Ensina em Setúbal, mas a perseguição política que lhe é movida materializa-se mesmo na expulsão do liceu. Volta às explicações para angariar algum dinheiro e os contactos com a Liga de Unidade e Ação Revolucionária (LUAR) e o Partido Comunista levam a PIDE a apertar o controlo, de tal forma que é preso. Depois de libertado, regressa à música, aos discos gravados no estrangeiro, aos concertos e é premiado por "Cantares do Andarilho". De 1971 é a edição de "Cantigas do Maio", onde está a música imortalizada pela ligação à Revolução: "Grândola, Vila Morena" será estreada em público por terras espanholas, em Santiago de Compostela, no ano seguinte. Não desiste do combate político e volta a ser preso em 1973, o mesmo ano da edição do disco "Venham Mais Cinco". Com o 25 de Abril, lança "Coro dos Tribunais", produzido por Fausto, volta ao ensino, envolve-se nas campanhas de alfabetização do MFA e é uma voz marcante no PREC. Em 1976 está entre os apoiantes da candidatura de Otelo Saraiva de Carvalho à Presidência, mas nunca se filia num partido - nas entrevistas era habitual dizer a frase "O meu Comité Central sou eu". Volta a tocar no estrangeiro com enorme sucesso e, mesmo já afetado em parte pela doença que o mataria, apresenta mais quatro álbuns: "Enquanto há Força" (1978), "Fura-Fura" (1979), "Fados de Coimbra" (1981) e "Como se Fora seu Filho" (1983). Um quinto, "Galinhas do Mato" (1985), é já feito com inúmeras colaborações. Os concertos nos Coliseus, ainda em 1983, são entusiásticos e os últimos do percurso musical. Desse ano é também a sua rejeição da Ordem da Liberdade. Num derradeiro ato político, em 1986 manifestou apoio a Maria de Lourdes Pintasilgo como candidata à Presidência.
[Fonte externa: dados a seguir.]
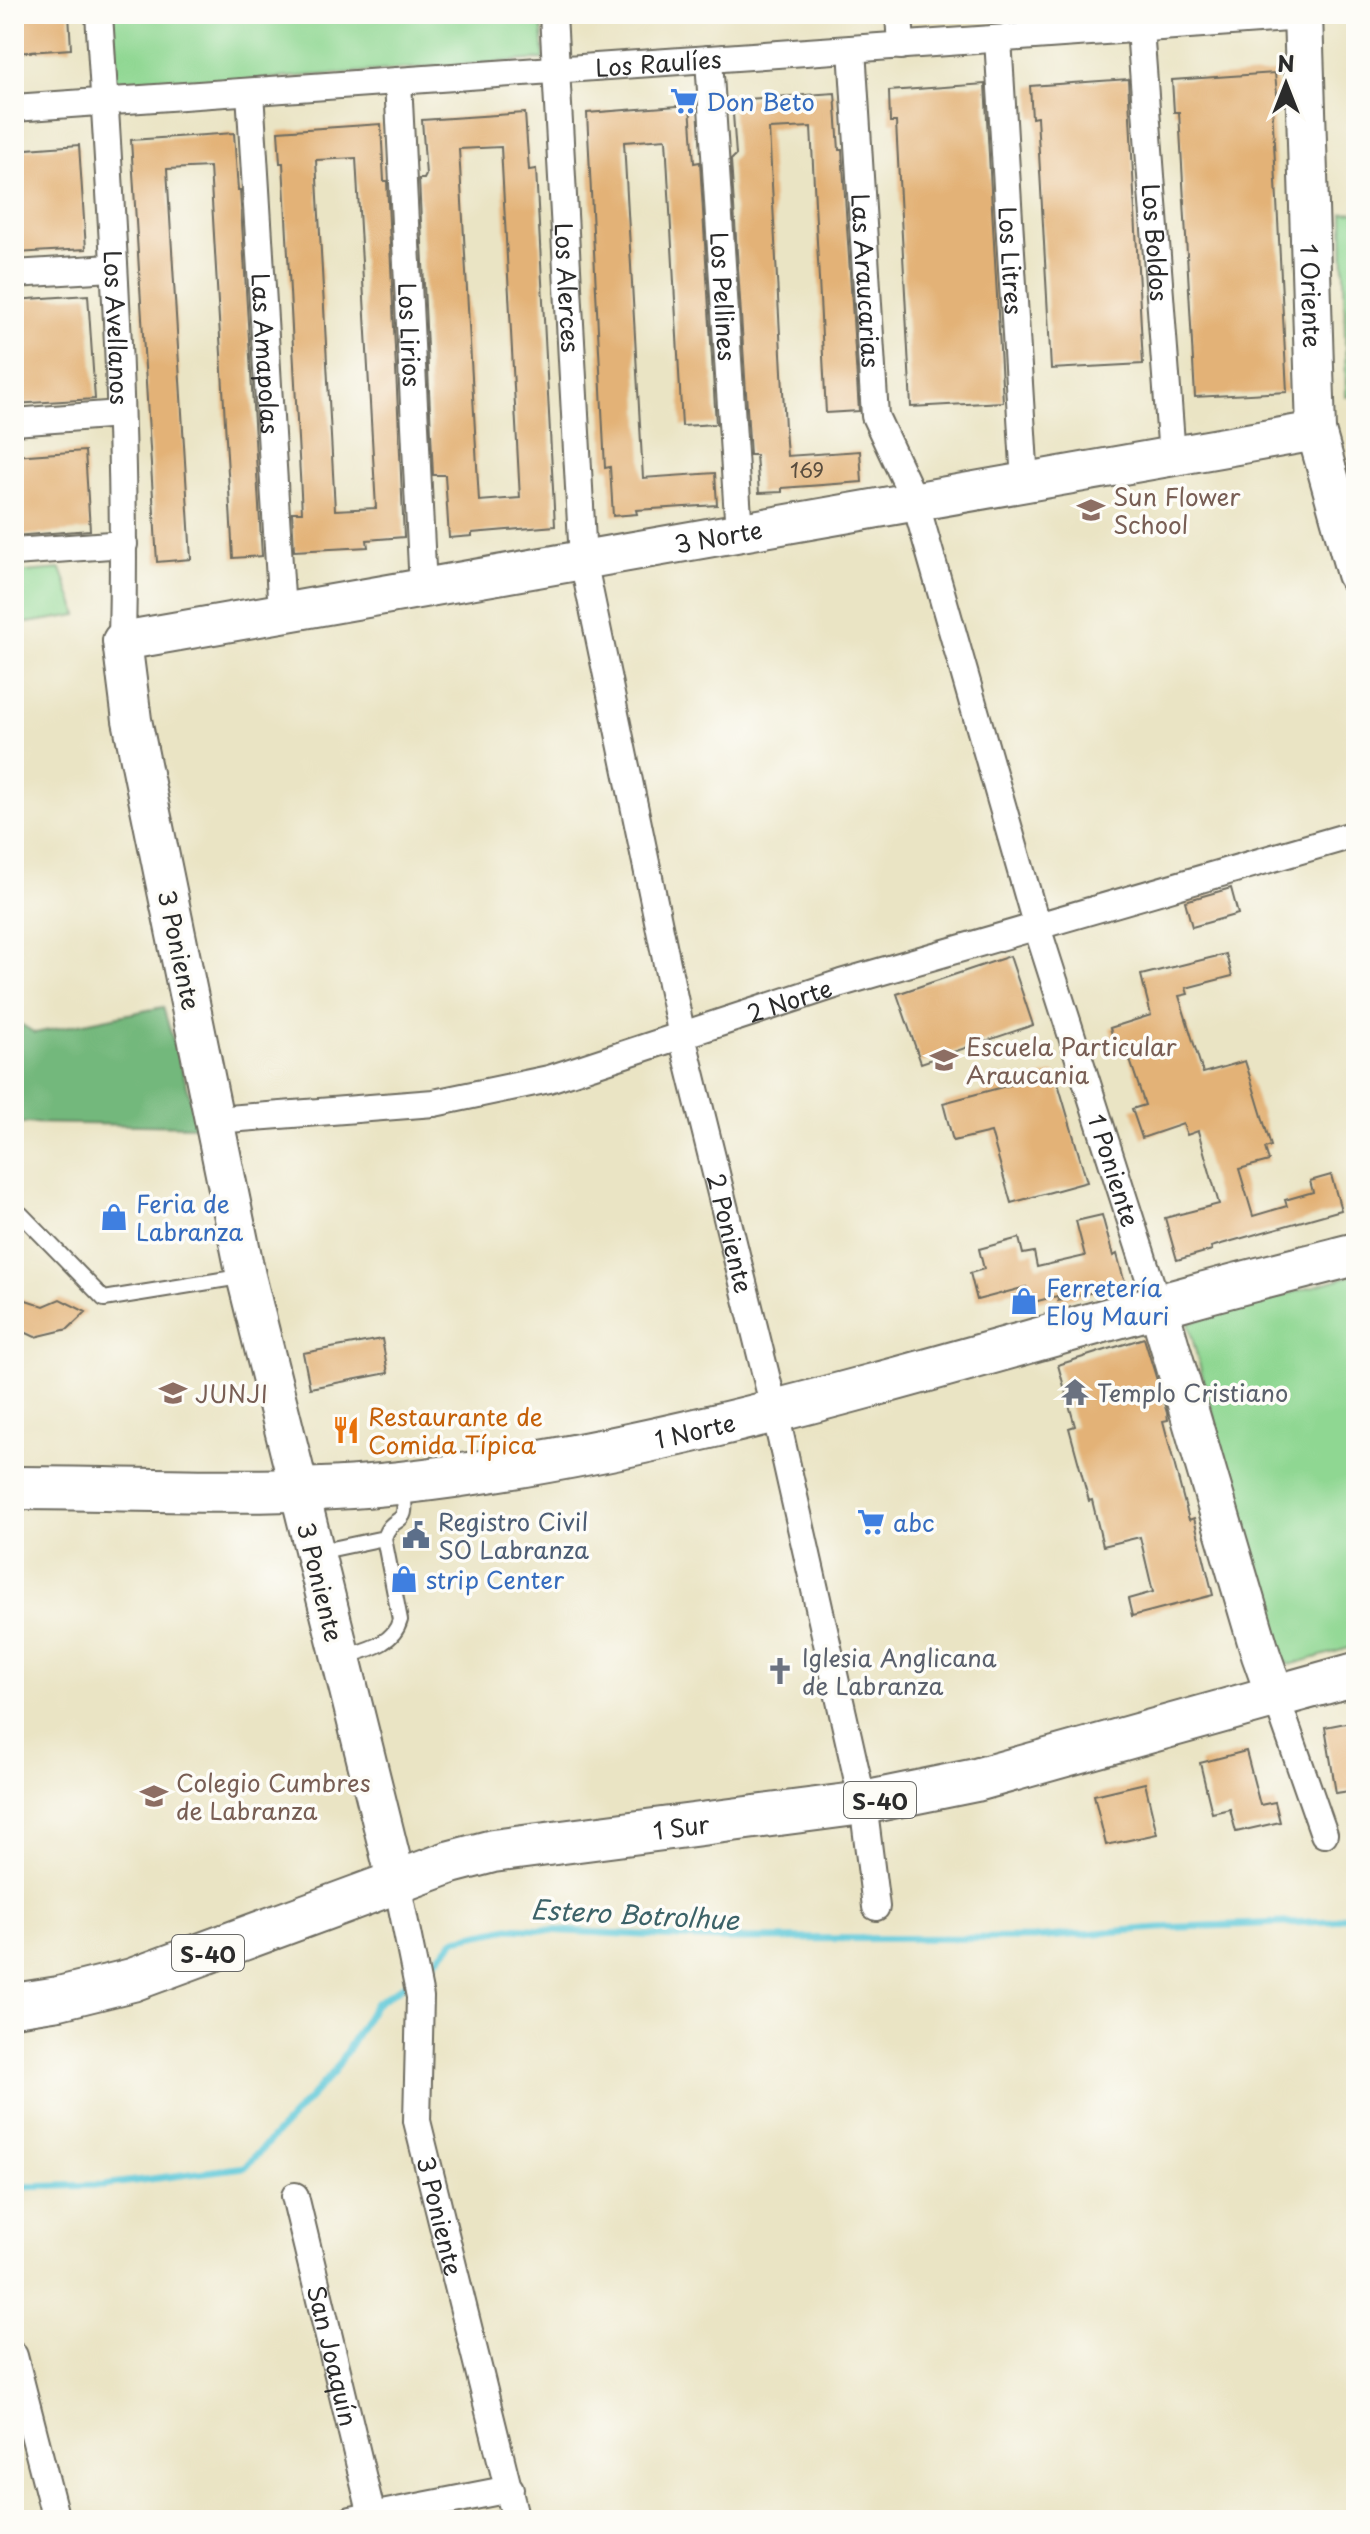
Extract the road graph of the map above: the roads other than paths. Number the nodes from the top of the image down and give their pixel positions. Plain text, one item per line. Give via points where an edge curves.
1 (99, 14) edge
2 (553, 14) edge
3 (899, 14) edge
4 (1303, 16) edge
5 (1140, 29) junction
6 (998, 39) junction
7 (901, 46) junction
8 (852, 49) junction
9 (709, 59) junction
10 (556, 70) junction
11 (398, 81) junction
12 (250, 92) junction
13 (105, 102) junction
14 (14, 108) edge
15 (112, 268) junction
16 (14, 274) edge
17 (120, 414) junction
18 (14, 422) edge
19 (1316, 431) junction
20 (1172, 456) junction
21 (1025, 482) junction
22 (915, 501) junction
23 (739, 533) junction
24 (124, 544) junction
25 (14, 552) edge
26 (583, 560) junction
27 (1356, 574) edge
28 (423, 588) junction
29 (282, 613) junction
30 (122, 641) junction
31 (1356, 834) edge
32 (1037, 927) junction
33 (682, 1036) junction
34 (215, 1120) junction
35 (21, 1214) dead end
36 (1356, 1254) edge
37 (246, 1276) junction
38 (1158, 1306) junction
39 (775, 1412) junction
40 (401, 1483) junction
41 (14, 1488) edge
42 (298, 1491) junction
43 (384, 1538) junction
44 (314, 1553) junction
45 (340, 1659) junction
46 (1356, 1674) edge
47 (1276, 1697) junction
48 (863, 1803) junction
49 (1324, 1834) dead end
50 (397, 1883) junction
51 (876, 1907) dead end
52 (14, 2005) edge
53 (295, 2196) dead end
54 (14, 2356) edge
55 (510, 2489) junction
56 (375, 2517) edge
57 (56, 2520) edge
58 (516, 2520) edge

1 - 13 street, Los Avellanos
2 - 10 street, Los Alerces
3 - 7 street
4 - 5 street, Los Raulíes
4 - 19 street, 1 Oriente
5 - 6 street, Los Raulíes
5 - 20 street, Los Boldos
6 - 7 street, Los Raulíes
6 - 21 street, Los Litres
7 - 8 street, Los Raulíes
8 - 9 street, Los Raulíes
8 - 22 street, Las Araucarias via 875,416
9 - 10 street, Los Raulíes
9 - 23 street, Los Pellines
10 - 11 street, Los Raulíes
10 - 26 street, Los Alerces
11 - 12 street, Los Raulíes
11 - 28 street, Los Lirios
12 - 13 street, Los Raulíes
12 - 29 street, Las Amapolas
13 - 14 street, Los Raulíes
13 - 15 street, Los Avellanos
15 - 16 street
15 - 17 street, Los Avellanos
17 - 18 street
17 - 24 street, Los Avellanos
19 - 20 street, 3 Norte
19 - 27 street, 1 Oriente
20 - 21 street, 3 Norte
21 - 22 street, 3 Norte
22 - 23 street, 3 Norte
22 - 32 street, 1 Poniente
23 - 26 street, 3 Norte
24 - 25 street
24 - 30 street, Los Avellanos
26 - 28 street, 3 Norte
26 - 33 street, 2 Poniente
28 - 29 street, 3 Norte
29 - 30 street, 3 Norte
30 - 34 street, 3 Poniente via 132,720
31 - 32 street, 2 Norte
32 - 33 street, 2 Norte
32 - 38 street, 1 Poniente
33 - 34 street, 2 Norte via 549,1079 434,1103
33 - 39 street, 2 Poniente
34 - 37 street, 3 Poniente
35 - 37 lane via 104,1299
36 - 38 main road, 1 Norte
37 - 42 street, 3 Poniente
38 - 39 main road, 1 Norte
38 - 47 street, 1 Poniente
39 - 40 main road, 1 Norte via 584,1453
39 - 48 street, 2 Poniente
40 - 42 main road, 1 Norte
40 - 43 lane via 405,1514
41 - 42 main road, 1 Norte
42 - 44 street, 3 Poniente
43 - 44 lane
43 - 45 lane via 398,1626 384,1643
44 - 45 street, 3 Poniente
45 - 50 street, 3 Poniente
46 - 47 main road, 1 Sur / S-40
47 - 48 main road, 1 Sur / S-40 via 976,1780
47 - 49 street, 1 Poniente
48 - 50 main road, 1 Sur / S-40 via 493,1851
48 - 51 street, 2 Poniente
50 - 52 main road, 1 Sur / S-40 via 132,1980
50 - 55 street, 3 Poniente via 420,1997 417,2121
53 - 56 street, San Joaquín
54 - 57 street
55 - 56 street
55 - 58 street, 3 Poniente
"Grândola, Vila Morena" faz parte do álbum "Cantigas do Maio" (1971)

O legado de José Afonso tem um valor incalculável para a música portuguesa, revolucionada pelo trabalho que desenvolveu, tal como os seus méritos de antifascista, sempre na primeira linha contra Salazar, e de infatigável lutador contra as desigualdades já na democracia em Portugal.

A 23 de fevereiro de 1987 apagou-se a última centelha de vida no corpo de José Afonso, vítima de esclerose lateral amiotrófica. O seu legado tem um valor incalculável para a música portuguesa e não será esquecido o esforço no combate contra o fascismo e as desigualdades.